§ EXERCISE
For the entries that follow, tally the lines holding the string "this". Give the total and nothing else.

§ DATA SHOWN

◆ ◆ ◆

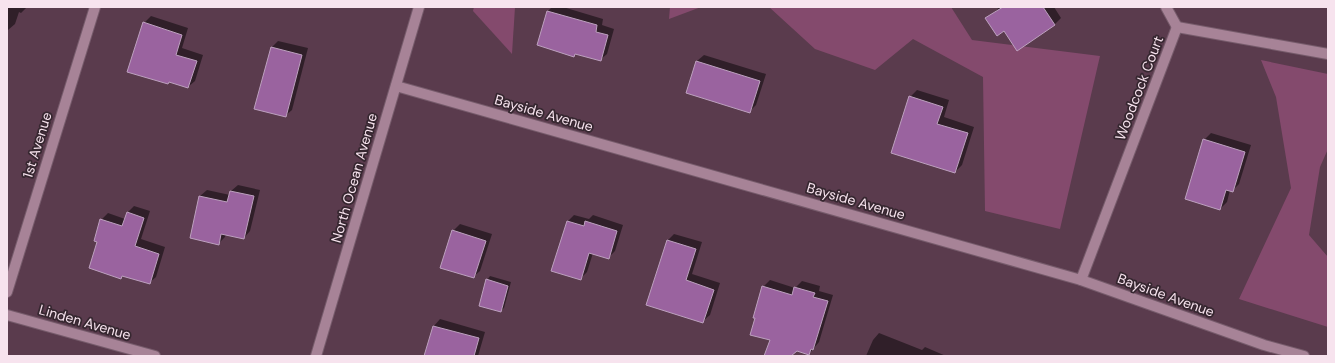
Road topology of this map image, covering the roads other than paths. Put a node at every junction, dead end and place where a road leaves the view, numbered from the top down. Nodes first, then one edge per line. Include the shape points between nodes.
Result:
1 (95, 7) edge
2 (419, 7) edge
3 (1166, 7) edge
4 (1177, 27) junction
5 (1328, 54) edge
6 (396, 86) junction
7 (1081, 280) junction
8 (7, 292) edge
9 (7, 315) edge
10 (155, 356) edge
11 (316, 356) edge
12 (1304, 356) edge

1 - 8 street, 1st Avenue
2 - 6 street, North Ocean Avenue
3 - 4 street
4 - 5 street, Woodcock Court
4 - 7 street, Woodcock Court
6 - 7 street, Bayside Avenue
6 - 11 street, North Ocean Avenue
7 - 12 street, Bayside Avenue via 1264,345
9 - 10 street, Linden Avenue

◆ ◆ ◆

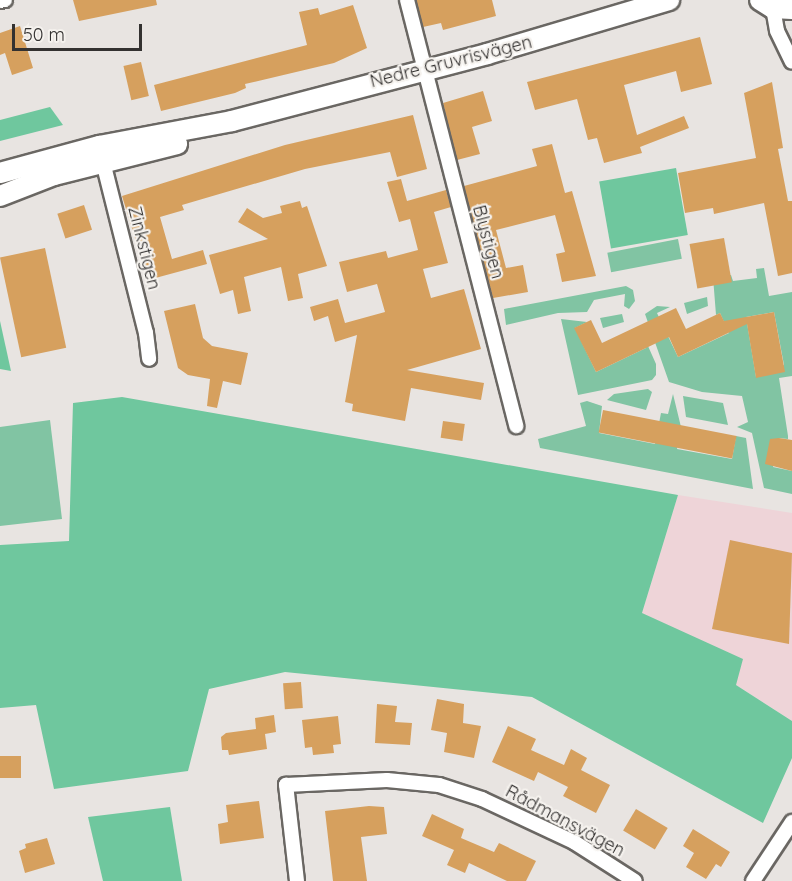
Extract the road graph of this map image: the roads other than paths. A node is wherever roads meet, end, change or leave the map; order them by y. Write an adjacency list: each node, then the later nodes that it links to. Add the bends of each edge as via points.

◆ ◆ ◆

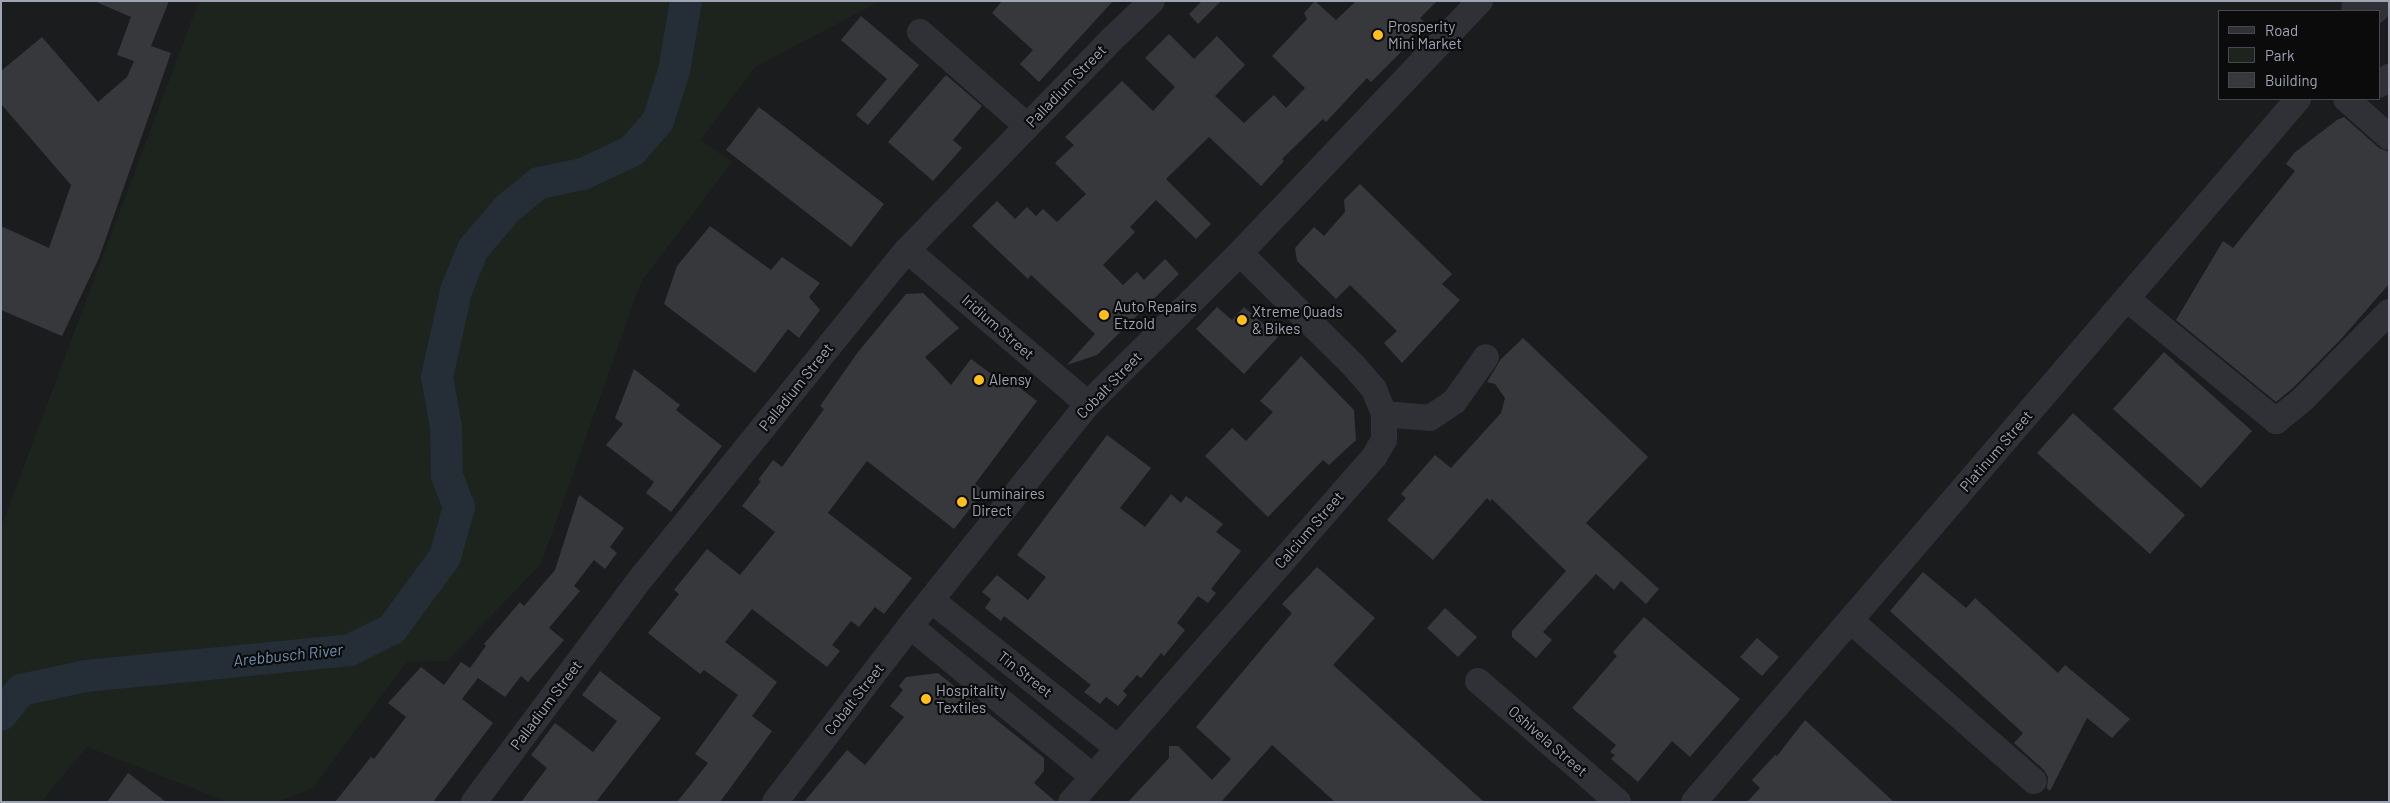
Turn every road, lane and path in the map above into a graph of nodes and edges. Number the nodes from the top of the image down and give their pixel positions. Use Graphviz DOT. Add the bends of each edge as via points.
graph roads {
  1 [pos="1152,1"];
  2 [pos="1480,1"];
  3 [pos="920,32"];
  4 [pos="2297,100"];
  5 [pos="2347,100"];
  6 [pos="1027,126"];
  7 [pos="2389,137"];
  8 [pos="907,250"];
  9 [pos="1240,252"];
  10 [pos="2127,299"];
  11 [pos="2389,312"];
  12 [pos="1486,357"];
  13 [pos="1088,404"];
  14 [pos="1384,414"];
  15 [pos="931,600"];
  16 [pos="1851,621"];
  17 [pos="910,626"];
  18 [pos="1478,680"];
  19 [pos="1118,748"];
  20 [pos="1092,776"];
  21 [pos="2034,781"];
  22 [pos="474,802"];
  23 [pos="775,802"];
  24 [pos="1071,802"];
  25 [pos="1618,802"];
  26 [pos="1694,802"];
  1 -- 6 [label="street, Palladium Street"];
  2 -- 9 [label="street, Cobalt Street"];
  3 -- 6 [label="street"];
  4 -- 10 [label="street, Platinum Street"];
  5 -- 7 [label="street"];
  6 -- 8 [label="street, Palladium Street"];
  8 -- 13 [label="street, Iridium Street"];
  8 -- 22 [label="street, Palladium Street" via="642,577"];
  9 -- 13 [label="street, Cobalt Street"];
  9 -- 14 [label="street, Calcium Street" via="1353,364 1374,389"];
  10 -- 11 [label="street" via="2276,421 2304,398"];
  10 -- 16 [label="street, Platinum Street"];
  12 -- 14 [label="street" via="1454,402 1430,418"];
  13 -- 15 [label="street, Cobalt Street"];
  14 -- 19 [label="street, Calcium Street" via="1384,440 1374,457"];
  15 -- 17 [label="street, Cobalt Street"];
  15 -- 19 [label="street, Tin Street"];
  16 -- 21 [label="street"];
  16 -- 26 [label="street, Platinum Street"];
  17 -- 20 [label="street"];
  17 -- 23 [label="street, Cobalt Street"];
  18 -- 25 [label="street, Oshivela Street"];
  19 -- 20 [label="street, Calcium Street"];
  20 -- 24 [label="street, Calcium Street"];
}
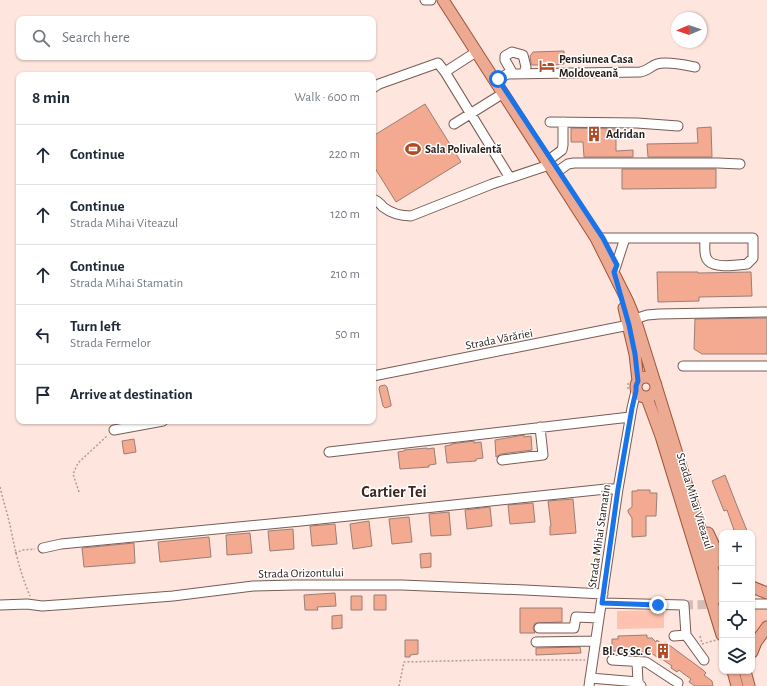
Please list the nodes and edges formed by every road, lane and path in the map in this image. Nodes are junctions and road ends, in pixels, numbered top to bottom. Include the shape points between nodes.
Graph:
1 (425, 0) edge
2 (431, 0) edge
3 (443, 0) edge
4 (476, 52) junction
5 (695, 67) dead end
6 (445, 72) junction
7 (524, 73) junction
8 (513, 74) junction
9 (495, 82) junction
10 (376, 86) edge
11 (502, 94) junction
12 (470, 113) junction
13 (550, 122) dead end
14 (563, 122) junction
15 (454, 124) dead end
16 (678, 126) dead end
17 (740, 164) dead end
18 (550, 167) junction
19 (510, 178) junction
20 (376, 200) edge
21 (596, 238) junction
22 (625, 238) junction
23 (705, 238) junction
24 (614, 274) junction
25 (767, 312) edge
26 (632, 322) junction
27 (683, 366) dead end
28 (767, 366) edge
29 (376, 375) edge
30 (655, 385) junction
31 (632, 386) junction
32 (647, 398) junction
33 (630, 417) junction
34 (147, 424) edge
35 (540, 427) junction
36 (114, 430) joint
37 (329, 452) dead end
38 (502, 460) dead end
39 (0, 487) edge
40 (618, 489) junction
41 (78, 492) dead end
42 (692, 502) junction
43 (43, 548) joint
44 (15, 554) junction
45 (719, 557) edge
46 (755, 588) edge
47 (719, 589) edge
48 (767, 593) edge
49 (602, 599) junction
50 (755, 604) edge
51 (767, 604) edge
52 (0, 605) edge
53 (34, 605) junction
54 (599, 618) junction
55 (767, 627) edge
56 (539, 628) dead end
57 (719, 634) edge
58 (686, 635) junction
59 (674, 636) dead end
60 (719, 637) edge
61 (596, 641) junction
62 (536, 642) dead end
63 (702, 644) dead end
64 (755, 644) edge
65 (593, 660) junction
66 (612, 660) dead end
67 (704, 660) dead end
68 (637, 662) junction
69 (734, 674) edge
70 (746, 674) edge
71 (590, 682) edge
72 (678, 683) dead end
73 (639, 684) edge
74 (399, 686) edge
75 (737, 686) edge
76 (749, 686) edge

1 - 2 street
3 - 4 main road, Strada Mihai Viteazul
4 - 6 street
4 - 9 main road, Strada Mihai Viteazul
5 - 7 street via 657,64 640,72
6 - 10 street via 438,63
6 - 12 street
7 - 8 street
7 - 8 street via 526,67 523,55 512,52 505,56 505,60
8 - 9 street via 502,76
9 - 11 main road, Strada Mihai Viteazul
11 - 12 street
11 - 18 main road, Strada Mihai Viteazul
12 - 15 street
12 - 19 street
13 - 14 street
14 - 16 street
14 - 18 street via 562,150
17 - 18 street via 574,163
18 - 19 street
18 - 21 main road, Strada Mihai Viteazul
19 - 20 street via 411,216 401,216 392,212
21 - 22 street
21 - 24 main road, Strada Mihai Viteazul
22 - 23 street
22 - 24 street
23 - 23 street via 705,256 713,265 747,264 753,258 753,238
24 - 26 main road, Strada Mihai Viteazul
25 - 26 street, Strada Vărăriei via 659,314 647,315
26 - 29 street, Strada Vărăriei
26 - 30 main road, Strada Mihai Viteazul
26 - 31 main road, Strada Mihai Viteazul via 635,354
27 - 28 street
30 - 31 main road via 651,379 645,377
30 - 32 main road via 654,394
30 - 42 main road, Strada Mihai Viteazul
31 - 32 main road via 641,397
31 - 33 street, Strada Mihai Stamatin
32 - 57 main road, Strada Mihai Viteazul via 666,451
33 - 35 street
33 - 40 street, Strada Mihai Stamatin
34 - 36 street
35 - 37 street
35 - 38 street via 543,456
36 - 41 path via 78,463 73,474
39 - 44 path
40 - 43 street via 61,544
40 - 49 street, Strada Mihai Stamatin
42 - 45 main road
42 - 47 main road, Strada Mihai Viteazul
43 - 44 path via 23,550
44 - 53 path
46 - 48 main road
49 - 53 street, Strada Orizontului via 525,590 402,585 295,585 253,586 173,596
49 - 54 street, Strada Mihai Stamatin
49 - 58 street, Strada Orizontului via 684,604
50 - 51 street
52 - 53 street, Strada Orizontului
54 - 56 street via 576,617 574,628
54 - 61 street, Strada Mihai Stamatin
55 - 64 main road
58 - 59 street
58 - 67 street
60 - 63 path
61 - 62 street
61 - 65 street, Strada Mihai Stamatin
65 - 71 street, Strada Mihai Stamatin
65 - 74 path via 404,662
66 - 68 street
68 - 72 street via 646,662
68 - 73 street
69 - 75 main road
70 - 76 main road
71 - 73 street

◆ ◆ ◆

§ ANSWER SECTION
3